21 mai, 2018 - 10:22
Dizem que o leque nasceu quando o Cupido, deus do amor para os romanos, encantado com a beleza da sua amada, Psique, roubou uma asa a Zéfiro, deus do vento, para a refrescar enquanto dormia. Mas o leque ganhou asas próprias, fez parte da mística da Idade Média e dominou o universo feminino em várias zonas por todo o mundo.
Mais do que para refrescar a mulher, o leque - ou abanico, como é conhecido na América Latina - pode servir para tornar as mentalidades mais frescas, com novas brisas de cultura. Pelo menos, é isso que a exposição “Brinquedos para Ícaro” pretende mostrar.
Tudo começou em Cuba, quando a criadora da Bienal de Arte de Havana, Llilian Llanes, recebeu um abanico personalizado por um artista e amigo pessoal para a proteger do calor.

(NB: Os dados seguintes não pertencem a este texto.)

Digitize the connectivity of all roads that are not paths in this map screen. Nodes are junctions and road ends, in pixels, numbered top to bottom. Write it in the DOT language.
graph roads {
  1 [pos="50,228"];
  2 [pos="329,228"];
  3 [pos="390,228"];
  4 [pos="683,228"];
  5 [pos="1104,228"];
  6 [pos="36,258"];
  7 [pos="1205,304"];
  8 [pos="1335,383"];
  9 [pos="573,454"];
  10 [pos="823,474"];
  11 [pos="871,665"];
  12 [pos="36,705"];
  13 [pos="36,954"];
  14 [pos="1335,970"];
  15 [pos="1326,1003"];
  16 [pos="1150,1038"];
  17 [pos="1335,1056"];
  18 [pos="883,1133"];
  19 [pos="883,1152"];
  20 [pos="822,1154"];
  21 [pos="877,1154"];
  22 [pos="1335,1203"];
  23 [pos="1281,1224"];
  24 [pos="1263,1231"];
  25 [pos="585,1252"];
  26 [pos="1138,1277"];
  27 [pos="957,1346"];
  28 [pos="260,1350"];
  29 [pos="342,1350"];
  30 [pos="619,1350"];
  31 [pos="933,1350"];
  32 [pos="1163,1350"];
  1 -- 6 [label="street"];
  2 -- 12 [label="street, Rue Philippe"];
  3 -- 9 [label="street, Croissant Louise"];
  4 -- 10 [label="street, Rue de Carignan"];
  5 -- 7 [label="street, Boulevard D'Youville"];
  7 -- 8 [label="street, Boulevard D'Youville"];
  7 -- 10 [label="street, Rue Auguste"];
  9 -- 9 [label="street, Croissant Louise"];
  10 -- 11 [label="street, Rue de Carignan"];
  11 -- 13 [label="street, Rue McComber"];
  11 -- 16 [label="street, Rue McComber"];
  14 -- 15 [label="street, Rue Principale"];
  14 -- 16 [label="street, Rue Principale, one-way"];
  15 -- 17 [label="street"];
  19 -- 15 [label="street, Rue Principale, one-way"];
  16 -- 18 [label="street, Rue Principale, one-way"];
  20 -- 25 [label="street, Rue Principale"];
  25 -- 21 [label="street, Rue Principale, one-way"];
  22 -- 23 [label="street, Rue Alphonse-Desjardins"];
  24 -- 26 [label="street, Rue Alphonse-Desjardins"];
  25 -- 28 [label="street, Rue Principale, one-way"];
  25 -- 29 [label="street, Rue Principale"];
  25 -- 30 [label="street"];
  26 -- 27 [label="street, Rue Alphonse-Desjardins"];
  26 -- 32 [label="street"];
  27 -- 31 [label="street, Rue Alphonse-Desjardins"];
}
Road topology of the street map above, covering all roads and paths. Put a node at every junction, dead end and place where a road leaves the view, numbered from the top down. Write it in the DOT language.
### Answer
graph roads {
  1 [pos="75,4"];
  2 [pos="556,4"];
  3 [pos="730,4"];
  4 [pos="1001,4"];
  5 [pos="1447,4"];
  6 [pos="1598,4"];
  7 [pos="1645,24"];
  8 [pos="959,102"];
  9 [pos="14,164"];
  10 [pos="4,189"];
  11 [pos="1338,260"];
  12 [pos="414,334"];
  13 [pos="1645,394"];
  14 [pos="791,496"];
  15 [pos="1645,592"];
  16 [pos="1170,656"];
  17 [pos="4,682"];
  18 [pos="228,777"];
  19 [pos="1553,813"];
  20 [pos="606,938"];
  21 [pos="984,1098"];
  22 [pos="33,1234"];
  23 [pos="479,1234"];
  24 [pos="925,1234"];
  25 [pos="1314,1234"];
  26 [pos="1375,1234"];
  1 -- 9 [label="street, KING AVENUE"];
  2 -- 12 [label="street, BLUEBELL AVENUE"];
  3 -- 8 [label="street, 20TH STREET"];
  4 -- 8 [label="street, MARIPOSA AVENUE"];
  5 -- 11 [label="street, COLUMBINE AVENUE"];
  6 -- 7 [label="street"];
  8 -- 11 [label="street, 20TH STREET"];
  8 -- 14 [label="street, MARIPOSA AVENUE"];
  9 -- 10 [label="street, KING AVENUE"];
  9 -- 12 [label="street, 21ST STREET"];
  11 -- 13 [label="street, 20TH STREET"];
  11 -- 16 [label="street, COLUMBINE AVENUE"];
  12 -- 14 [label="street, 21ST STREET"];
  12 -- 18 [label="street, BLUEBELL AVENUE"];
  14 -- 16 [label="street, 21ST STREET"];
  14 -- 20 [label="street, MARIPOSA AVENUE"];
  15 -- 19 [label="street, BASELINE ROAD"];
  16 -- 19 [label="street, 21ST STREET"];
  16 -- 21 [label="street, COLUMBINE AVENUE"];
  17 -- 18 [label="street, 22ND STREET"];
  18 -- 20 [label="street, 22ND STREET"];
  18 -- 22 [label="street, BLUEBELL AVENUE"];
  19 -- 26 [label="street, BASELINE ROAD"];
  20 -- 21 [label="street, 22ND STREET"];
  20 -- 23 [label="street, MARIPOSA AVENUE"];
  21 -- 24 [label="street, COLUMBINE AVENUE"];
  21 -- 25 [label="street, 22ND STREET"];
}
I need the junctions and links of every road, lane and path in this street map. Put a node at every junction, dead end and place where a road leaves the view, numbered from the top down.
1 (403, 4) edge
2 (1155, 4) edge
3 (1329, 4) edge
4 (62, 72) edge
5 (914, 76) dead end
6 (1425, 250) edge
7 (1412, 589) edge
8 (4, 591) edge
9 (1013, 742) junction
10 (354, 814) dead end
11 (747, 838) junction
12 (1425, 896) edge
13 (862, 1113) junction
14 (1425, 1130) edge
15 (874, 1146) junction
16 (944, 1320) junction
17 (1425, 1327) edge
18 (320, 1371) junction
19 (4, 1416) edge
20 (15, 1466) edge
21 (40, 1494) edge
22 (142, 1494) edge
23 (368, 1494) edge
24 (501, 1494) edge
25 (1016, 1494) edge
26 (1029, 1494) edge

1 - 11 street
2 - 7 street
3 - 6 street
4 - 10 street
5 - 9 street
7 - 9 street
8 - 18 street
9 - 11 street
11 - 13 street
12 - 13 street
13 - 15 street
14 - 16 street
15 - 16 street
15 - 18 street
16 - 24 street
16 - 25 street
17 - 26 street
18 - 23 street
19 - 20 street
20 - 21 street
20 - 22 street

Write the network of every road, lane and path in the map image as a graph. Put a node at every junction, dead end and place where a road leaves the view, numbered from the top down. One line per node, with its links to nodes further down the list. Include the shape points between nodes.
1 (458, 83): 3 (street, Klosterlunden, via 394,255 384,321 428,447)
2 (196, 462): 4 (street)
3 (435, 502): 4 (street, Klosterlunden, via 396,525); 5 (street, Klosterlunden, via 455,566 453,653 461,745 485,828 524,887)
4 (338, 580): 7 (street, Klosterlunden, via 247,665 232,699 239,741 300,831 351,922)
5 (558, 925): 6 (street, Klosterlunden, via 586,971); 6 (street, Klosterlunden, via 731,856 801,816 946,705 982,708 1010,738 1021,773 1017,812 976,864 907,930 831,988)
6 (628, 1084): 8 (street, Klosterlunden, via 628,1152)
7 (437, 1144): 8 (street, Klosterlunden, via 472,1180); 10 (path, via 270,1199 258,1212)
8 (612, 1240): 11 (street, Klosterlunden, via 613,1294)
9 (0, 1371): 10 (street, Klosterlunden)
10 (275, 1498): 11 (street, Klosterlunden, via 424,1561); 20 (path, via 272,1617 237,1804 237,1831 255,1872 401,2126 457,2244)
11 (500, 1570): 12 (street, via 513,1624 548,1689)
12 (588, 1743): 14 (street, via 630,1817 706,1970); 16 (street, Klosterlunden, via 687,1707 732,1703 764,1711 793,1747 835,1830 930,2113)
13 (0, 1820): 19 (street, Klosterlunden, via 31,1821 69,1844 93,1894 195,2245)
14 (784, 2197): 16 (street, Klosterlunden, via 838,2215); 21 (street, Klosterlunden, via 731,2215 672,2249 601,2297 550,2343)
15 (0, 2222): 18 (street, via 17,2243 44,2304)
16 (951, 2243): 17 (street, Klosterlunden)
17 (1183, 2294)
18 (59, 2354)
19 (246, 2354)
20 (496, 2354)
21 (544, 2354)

O que começou como uma brincadeira ganhou outros contornos. Mais artistas se juntaram ao desafio: “Inicialmente, quando inaugurou em Havana, a exposição tinha apenas 45 leques. Depois, foi para Valência, para o Museu Nacional de Cerâmica. Isto já foi há 20 anos”.
Hoje, o espólio apresentado no Museu da Quinta de Santiago, em Leça da Palmeira, conta com 205 leques, de cerca de 140 artistas diferentes. A coleção reúne trabalhos de fotógrafos, pintores, gravadores, escultores, de países como Cuba, Uruguai, Argentina, Espanha ou República Dominicana, que utilizam as mais diversas técnicas e materiais. Há, ainda, obras exclusivas de artistas que já morreram, de uns mais velhos e outros mais jovens. Até Yoko Ono está no lote, depois de ter personalizado o seu próprio leque, inspirada pela tónica da exposição.
Cada leque é uma história
“Fazemos questão de que sejam obras de arte absolutamente identificáveis, de que as pessoas vejam e percebam logo de quem é”, reflete a filha de Llian Llanes, Lilian Boti Llanes. Mais do que isso, “cada um tem uma temática e uma forma de se expressar”.
Usando o leque como um suporte que encerra vários aspetos da arte contemporânea, todos os artistas têm “uma história para contar”. “O que nos une a todos é o amor pela arte. Arte é arte”, acrescenta Lilian Boti Llanes. Por isso, os temas das criações artísticas são vários, desde o erotismo ao papel da mulher, passando pela ecologia e pelas migrações.
Há, também, influências das artes afro-cubanas e até do domínio da União Soviética: “Isso reflete-se na técnica do artista cubano, mais rigorosa, porque tinham professores de pintura russos.”
Questionada sobre o valor monetário do espólio que apresenta, Lilian Boti Llanes, não sabe responder. Diz que o valor emocional se sobrepõe e que esta é “uma coleção de amigos, porque temos uma relação muito pessoal com os artistas”.
Trazer a exposição “Brinquedos para Ícaro” até Portugal faz todo o sentido para a filha da colecionadora, porque “em Portugal não há grande conhecimento acerca dos artistas contemporâneos da América Latina. Partindo de um objeto como o leque, pode tornar-se mais apelativo”.
Também aqui as histórias se interligam, porque a dona da casa da Quinta de Santiago, Maria Carolina Magalhães, era uma colecionadora de leques.
E, se Gabriel García Márquez escreveu “à merda o leque que o tempo é de brisa”, “Brinquedos para Ícaro” vem mostrar que também as brisas que o abanico agita são necessárias, para trazer novos valores culturais, conhecer raízes e construir novas formas de pensar a arte.
“Brinquedos para Ícaro” vai estar patente no Museu da Quinta de Santiago, em Leça da Palmeira, até 9 de setembro, sempre de terça a domingo. Uma oportunidade para conhecer nomes como Alfredo Sosabravo, Manuel Mendive, Roberto Fabelo, Rene Francisco Rodríguez, Eduardo Ponjuán, Jose M. Fors y Pedro de Oraa, todos vencedores do Prémio Nacional de Artes Plásticas de Cuba.